Mais pour optimiser le traitement, celui-ci doit être réalisé aux stades sensibles des cultures (semis, jeunes plants…), à l’annonce de conditions humides et, au plus tard, dès les premiers signes de morsures des cotylédons, plantules, feuilles. L’épandage est réalisé sans mode d’application particulier sous forme de poquets. Il peut se faire soit en plein, uniformément sur le sol, pour contrer certaines espèces telles que la limace grise ou loche laiteuse (Deroceras reticulatum), tout en ajustant la dose d’utilisation à la pression du ravageur, soit autour de la culture afin de maîtriser la limace noire, limace des jardins ou limace horticole (Arion hortensis, Arion distinctus), en général moins nuisible, dont l’infestation provient souvent des bords de champ.
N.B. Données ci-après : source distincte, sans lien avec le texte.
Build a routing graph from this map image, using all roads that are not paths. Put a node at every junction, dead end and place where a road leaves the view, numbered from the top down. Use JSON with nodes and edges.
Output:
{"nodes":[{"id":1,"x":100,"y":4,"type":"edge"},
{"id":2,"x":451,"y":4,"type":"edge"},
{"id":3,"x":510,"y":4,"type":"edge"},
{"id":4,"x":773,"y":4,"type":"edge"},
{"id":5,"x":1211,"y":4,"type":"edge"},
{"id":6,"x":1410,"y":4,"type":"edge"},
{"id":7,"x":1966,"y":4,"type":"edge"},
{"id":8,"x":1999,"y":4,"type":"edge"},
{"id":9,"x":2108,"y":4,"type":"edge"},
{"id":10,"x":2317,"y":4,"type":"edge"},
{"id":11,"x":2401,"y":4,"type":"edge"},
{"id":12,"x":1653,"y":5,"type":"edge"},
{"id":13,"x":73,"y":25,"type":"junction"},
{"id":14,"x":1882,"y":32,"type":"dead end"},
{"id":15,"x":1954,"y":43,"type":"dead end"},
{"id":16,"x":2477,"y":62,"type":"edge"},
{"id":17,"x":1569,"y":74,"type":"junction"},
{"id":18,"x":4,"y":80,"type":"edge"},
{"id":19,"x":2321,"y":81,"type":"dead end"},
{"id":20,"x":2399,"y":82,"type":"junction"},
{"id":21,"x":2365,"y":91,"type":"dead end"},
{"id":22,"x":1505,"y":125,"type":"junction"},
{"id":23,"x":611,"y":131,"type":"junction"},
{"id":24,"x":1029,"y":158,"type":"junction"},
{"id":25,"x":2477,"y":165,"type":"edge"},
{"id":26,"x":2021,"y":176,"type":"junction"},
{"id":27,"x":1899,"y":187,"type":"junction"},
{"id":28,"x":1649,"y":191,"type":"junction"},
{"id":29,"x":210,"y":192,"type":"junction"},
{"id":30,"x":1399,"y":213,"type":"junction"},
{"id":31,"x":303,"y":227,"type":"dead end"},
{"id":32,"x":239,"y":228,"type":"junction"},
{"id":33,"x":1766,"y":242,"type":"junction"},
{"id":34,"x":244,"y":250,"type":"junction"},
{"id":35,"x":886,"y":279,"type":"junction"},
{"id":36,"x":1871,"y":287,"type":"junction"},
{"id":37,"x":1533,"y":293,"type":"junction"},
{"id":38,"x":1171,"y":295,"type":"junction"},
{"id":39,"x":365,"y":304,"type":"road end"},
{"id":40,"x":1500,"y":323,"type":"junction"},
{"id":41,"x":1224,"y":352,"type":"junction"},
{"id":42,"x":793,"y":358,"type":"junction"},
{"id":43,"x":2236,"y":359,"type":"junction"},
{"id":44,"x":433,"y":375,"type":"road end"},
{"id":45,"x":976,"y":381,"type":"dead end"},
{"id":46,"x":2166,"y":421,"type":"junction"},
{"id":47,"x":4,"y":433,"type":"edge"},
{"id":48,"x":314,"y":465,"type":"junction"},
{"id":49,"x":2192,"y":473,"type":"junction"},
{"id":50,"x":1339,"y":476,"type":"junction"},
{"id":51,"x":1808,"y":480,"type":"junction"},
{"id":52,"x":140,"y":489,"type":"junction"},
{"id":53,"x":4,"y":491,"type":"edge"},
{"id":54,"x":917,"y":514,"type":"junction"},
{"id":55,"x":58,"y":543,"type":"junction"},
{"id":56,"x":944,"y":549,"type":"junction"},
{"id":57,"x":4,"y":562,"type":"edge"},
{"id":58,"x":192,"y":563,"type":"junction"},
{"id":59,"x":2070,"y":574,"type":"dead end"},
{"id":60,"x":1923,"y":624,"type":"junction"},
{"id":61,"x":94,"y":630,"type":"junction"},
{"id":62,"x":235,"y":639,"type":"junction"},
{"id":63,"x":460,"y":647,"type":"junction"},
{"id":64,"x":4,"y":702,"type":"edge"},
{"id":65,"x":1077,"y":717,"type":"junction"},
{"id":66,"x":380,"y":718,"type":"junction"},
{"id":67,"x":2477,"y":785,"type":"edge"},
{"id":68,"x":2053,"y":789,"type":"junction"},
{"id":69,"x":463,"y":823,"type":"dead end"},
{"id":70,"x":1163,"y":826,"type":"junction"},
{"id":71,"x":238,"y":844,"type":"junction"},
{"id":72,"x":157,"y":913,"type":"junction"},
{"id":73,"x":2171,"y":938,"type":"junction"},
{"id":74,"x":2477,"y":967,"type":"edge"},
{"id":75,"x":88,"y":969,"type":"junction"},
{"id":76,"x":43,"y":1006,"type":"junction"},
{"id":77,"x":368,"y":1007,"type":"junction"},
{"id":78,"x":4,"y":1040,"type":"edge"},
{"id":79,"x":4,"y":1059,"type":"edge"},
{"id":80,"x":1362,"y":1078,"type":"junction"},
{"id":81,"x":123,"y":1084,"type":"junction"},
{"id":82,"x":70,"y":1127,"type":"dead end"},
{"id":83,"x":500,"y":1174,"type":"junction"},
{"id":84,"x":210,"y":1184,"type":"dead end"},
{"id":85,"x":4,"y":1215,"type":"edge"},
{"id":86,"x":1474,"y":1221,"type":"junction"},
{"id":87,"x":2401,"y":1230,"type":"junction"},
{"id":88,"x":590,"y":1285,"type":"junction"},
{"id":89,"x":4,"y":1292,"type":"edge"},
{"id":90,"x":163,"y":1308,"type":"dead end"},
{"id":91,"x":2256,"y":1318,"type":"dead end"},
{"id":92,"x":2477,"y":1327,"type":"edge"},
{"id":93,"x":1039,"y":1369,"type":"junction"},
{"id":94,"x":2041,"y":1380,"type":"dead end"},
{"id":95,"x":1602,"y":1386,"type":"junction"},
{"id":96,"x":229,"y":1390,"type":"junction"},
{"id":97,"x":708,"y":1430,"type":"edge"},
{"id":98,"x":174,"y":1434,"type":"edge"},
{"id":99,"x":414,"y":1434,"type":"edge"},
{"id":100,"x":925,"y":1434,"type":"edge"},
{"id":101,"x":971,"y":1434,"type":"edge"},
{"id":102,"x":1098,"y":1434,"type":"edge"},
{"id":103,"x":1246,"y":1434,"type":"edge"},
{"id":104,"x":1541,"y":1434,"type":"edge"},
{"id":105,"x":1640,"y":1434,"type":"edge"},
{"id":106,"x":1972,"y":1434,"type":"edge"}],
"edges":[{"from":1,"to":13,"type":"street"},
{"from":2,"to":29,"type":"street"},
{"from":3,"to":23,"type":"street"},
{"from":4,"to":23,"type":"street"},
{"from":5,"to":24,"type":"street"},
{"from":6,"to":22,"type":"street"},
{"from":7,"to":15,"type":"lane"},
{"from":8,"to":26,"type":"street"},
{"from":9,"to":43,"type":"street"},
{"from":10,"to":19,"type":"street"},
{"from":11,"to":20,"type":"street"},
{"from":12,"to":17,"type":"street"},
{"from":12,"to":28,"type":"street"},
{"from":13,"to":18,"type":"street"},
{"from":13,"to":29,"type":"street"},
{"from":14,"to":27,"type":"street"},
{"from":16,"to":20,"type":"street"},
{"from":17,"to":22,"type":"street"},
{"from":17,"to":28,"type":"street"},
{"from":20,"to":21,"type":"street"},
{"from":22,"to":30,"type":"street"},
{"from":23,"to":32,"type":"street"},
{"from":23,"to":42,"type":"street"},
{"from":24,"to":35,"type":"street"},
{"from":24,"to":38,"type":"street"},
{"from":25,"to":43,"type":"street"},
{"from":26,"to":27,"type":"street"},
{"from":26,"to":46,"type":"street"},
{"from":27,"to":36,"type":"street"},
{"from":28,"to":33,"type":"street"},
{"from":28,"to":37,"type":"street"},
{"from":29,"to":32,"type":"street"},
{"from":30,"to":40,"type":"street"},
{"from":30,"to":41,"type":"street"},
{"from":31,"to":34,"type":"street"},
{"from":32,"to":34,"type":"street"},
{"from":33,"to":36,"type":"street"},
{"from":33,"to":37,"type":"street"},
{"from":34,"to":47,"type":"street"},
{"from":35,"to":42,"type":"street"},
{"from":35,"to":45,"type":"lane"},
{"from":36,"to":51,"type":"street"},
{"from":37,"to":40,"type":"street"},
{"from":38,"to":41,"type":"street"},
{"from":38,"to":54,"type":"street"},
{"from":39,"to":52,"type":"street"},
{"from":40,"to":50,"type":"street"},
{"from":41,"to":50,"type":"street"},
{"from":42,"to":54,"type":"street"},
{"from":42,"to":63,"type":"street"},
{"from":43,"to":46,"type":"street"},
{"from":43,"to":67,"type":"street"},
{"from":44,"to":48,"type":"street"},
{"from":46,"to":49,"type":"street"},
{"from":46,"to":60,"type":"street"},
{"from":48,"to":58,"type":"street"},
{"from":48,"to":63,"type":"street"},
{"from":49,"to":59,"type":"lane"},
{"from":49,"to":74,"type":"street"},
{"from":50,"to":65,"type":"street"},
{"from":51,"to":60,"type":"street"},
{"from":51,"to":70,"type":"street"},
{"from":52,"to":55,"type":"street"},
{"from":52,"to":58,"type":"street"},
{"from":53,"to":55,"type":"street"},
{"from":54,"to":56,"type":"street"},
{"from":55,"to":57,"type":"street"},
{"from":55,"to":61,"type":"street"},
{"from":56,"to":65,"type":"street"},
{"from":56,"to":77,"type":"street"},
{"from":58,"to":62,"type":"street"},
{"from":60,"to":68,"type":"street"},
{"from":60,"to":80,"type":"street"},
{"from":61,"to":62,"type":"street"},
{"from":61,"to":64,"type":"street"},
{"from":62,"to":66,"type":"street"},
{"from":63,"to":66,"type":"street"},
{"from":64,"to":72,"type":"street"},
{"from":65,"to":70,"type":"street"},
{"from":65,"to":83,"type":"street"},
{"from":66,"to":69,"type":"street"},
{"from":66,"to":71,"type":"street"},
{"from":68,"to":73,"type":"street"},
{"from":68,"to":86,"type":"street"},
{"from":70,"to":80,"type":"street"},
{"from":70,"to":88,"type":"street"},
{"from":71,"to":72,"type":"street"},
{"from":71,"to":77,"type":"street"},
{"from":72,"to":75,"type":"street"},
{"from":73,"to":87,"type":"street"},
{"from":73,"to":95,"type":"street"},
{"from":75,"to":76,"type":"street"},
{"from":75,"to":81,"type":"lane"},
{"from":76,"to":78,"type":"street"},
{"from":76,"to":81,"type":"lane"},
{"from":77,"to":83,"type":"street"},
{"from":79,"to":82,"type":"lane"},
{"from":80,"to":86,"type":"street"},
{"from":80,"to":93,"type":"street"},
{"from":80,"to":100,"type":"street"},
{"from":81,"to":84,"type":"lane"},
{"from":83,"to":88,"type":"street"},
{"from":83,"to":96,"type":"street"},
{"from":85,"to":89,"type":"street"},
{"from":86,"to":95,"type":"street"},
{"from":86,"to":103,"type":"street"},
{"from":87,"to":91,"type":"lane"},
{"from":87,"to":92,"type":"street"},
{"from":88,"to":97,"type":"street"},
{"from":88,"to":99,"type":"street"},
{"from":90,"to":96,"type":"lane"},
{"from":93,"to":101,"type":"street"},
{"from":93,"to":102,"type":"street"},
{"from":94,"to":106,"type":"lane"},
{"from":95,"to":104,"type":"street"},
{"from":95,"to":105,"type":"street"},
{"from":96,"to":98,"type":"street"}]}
Pour éviter tout risque de lessivage dans la culture, des essais ont montré l’intérêt de placer opportunément les apports, c’est-à-dire au moins quatre ou six jours avant une irrigation par aspersion (selon l’espèce de gastéropode ciblée) et de renouveler l’application après un arrosage ou une pluie. Pour une utilisation sous tunnels, où les populations de mollusques sont en général plus fortes au contact des plastiques avec le sol (eau de pluie ou condensation), le produit peut être appliqué en bordure des bâches sur 20 à 30 cm de large à l’intérieur ou à l’extérieur des abris de culture, afin d’optimiser le traitement.
- Efficacité : de nombreux essais comparatifs ont démontré l’efficacité du phosphate ferrique par rapport au métaldéhyde, y compris dans des situations de forte pression parasitaire évaluée par piégeage, modélisation épidémiologique et/ou observations visuelles sur le terrain. Mais quelques freins subsistent : d’une part, l’action des appâts à base de phosphate ferrique (formulations classiques) s’avère moins rapide par rapport à l’antilimace conventionnel, d’autre part, l’effet du traitement de biocontrôle ne s’apprécie pas toujours directement par l’utilisateur, les limaces intoxiquées se cachant ou s’enterrant avant de mourir. Seule la réduction des dégâts sur les végétaux aide à estimer l’efficacité de l’intervention.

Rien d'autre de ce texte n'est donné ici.